I hated Havana. I hated the heavy gasoline fumes and the hot July heat that would slap me in the face like a jealous lover. I hated the stench of garbage that leaked through my skin and settled in my blood until I could taste it. “No water today, lady. Maybe tomorrow,” the corner street vendor would tell me. It was a ten minute walk from my hotel to the university where I was taking Spanish courses. A walk through the crumbling, decaying buildings with their rusted wrought-iron balconies and skin-and-bones-cats wandering about like voodoo zombies.
But there was also much to love about Havana as well. The lively squares where craftsmen sold their art and old books about Hemingway who had spent twenty years of his life in Havana. I loved the slow rhythm of the people as if they had all the time in the world. The sayings on their billboards: “The first duty of a man is to be true to himself.” I loved watching the dark Cuban children swimming in the Melacon , walking along the very charming Prado and going for cerveza in the cafe at the Capitolo. Shirtless boys playing their guitars while drinking a can of Cristal beer, and old men drumming to salsa. I loved the architecture which the Cuban novelist Alejo Carpentier described as “music turned to stone.” Carpentier should know. His own writing is integrated with music as his means of better understanding his Cuban identity.

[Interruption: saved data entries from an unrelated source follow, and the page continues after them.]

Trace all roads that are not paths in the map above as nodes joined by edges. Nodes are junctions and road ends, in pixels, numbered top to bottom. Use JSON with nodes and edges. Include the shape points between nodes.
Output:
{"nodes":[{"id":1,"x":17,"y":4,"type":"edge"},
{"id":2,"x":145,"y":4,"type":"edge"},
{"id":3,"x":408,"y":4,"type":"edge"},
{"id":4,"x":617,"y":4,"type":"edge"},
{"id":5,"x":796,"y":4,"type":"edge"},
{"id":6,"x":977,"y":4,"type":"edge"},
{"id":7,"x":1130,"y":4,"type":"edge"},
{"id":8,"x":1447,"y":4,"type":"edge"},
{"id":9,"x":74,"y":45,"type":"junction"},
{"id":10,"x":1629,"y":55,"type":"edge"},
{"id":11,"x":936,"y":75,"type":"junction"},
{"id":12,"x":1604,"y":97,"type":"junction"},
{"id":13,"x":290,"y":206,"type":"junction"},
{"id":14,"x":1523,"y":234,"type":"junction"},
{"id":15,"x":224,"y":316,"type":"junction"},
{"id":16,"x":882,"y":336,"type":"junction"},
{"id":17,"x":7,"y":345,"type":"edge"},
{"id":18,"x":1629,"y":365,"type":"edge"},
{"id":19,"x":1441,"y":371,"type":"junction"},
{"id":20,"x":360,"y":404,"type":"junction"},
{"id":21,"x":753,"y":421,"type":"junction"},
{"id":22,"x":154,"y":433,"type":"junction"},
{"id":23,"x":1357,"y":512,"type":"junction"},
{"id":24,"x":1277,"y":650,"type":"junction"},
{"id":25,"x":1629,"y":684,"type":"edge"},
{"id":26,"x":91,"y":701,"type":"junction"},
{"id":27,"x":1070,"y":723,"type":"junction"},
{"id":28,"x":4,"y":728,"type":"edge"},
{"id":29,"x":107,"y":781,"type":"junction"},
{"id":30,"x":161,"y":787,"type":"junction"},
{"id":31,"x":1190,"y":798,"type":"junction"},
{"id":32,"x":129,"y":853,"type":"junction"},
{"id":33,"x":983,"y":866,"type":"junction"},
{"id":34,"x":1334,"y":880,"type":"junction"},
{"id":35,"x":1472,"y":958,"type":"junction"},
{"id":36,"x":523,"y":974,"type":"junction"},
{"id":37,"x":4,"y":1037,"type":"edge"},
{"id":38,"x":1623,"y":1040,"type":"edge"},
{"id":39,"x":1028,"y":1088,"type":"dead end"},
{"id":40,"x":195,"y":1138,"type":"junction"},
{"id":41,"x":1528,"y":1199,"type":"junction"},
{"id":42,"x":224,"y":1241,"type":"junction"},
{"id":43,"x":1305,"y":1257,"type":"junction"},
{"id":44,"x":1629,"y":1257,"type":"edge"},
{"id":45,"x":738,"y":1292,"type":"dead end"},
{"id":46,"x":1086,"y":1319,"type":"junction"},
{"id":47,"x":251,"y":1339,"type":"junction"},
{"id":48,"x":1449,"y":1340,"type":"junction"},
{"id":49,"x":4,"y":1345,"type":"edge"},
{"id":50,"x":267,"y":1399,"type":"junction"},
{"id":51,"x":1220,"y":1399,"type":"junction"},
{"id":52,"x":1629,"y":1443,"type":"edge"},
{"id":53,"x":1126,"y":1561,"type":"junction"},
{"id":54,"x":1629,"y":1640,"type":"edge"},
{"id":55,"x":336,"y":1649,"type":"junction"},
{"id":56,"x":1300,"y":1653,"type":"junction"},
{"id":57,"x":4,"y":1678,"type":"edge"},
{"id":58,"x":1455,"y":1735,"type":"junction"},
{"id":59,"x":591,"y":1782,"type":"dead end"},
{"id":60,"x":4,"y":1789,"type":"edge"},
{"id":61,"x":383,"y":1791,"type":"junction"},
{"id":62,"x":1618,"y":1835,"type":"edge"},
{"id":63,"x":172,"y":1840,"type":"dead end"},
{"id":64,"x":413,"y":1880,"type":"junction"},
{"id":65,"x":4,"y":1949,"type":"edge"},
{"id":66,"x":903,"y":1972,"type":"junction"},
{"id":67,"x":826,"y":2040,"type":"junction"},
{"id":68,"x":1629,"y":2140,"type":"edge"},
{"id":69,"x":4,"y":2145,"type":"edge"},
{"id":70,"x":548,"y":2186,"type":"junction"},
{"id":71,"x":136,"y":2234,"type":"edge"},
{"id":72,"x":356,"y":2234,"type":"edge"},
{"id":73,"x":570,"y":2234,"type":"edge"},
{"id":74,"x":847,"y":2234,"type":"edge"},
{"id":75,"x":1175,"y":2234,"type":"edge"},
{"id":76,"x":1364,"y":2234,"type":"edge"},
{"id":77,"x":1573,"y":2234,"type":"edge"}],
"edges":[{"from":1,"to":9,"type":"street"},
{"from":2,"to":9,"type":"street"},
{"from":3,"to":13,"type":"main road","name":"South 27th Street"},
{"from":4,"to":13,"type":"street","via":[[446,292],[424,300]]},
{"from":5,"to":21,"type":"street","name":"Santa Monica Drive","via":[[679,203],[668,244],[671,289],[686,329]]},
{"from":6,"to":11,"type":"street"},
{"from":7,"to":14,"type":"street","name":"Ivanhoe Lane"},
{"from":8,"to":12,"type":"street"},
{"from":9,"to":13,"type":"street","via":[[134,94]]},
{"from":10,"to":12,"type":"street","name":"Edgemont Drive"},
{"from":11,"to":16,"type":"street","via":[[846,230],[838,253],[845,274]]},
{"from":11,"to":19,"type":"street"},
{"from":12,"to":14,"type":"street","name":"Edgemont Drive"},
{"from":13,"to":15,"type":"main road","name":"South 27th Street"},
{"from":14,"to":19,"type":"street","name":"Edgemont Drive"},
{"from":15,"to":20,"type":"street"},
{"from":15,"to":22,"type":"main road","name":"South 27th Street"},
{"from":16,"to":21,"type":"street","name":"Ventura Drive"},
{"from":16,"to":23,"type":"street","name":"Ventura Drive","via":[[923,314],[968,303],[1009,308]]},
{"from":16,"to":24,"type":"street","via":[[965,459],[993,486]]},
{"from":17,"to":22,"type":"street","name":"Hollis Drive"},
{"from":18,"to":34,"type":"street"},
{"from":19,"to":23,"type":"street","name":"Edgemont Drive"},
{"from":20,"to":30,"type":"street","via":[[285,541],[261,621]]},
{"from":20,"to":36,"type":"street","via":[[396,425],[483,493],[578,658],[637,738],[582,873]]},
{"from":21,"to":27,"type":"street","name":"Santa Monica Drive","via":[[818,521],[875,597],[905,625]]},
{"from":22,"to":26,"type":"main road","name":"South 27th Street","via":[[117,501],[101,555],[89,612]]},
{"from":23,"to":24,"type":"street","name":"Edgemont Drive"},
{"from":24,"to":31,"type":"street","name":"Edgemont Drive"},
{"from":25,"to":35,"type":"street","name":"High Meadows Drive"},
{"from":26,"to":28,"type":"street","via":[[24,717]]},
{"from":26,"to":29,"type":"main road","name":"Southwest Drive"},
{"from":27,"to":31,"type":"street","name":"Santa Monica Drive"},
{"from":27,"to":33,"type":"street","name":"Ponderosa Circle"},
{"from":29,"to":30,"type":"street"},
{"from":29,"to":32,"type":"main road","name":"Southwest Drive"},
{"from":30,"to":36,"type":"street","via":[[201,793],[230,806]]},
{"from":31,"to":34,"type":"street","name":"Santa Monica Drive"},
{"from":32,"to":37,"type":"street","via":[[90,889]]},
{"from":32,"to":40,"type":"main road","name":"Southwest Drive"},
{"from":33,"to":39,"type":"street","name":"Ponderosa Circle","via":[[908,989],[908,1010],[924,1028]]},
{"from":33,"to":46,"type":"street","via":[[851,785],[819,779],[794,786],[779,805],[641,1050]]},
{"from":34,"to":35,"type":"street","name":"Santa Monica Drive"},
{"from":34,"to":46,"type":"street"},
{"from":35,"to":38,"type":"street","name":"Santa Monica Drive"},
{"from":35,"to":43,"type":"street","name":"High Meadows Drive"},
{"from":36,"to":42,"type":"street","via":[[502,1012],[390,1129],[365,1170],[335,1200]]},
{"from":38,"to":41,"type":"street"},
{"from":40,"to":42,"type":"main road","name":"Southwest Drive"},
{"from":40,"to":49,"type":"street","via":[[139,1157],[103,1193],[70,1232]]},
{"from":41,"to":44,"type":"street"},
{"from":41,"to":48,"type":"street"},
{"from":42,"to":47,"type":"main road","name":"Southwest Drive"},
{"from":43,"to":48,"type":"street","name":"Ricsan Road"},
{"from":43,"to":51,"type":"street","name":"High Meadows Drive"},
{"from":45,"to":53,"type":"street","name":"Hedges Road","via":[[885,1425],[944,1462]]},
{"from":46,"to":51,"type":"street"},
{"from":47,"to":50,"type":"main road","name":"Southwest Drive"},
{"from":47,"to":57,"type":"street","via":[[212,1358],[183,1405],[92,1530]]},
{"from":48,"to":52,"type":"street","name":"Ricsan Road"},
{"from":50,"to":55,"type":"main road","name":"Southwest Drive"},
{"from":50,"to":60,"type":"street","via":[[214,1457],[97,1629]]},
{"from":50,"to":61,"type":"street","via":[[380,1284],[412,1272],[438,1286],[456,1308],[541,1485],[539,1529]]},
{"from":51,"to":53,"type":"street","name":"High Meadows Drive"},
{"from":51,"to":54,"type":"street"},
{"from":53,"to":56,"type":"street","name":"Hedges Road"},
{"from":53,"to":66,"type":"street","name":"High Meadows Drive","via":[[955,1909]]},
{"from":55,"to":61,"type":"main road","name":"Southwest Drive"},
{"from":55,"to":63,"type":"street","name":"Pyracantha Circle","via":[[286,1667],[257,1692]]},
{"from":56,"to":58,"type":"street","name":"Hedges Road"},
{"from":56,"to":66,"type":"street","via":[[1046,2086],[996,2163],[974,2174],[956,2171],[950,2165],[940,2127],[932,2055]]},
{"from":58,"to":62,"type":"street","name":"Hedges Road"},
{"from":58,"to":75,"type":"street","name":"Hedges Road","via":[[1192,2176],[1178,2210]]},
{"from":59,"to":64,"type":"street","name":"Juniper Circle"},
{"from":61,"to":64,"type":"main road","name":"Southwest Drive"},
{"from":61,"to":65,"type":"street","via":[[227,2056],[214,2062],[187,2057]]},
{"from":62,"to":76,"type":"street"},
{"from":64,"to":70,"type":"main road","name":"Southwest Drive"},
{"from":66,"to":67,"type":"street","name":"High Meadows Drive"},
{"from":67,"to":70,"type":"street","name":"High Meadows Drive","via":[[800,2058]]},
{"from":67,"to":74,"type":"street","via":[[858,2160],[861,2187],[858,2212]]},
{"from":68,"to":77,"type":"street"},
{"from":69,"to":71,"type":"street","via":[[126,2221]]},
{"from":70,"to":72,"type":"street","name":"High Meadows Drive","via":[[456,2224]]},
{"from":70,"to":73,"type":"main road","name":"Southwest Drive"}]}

One day, on our way back home from Habana Viejan we stepped into a state supermarket to see what the locals ate. It was disheartening to face shelf after empty shelf; disheartening to feel the gaze of the few customers on their ration tickets to buy food.
I thought about the super markets back home with their excessive selection of food. Where it was possible to choose from five or six different brands of toilet paper while here one roll was a luxury.
After our morning classes we would head back to our hotel in the Vedada neighborhood of Havana. I would do my days washing which I would hang out on our balcony.
We would have a glass of rum and coke to give us courage to face again the relentless heat for the two block walk to the Nacional, Havana’s top end hotel where for the price of lunch we could linger the afternoon away around the grand hotel pool listening to the waves crashing against the walls of the Melacon and flirt with the young, handsome Cuban waiters who’d bring us mojitos on silver trays and when we’d leave we’d say, ” hasta siempre”, and they’d smile proudly.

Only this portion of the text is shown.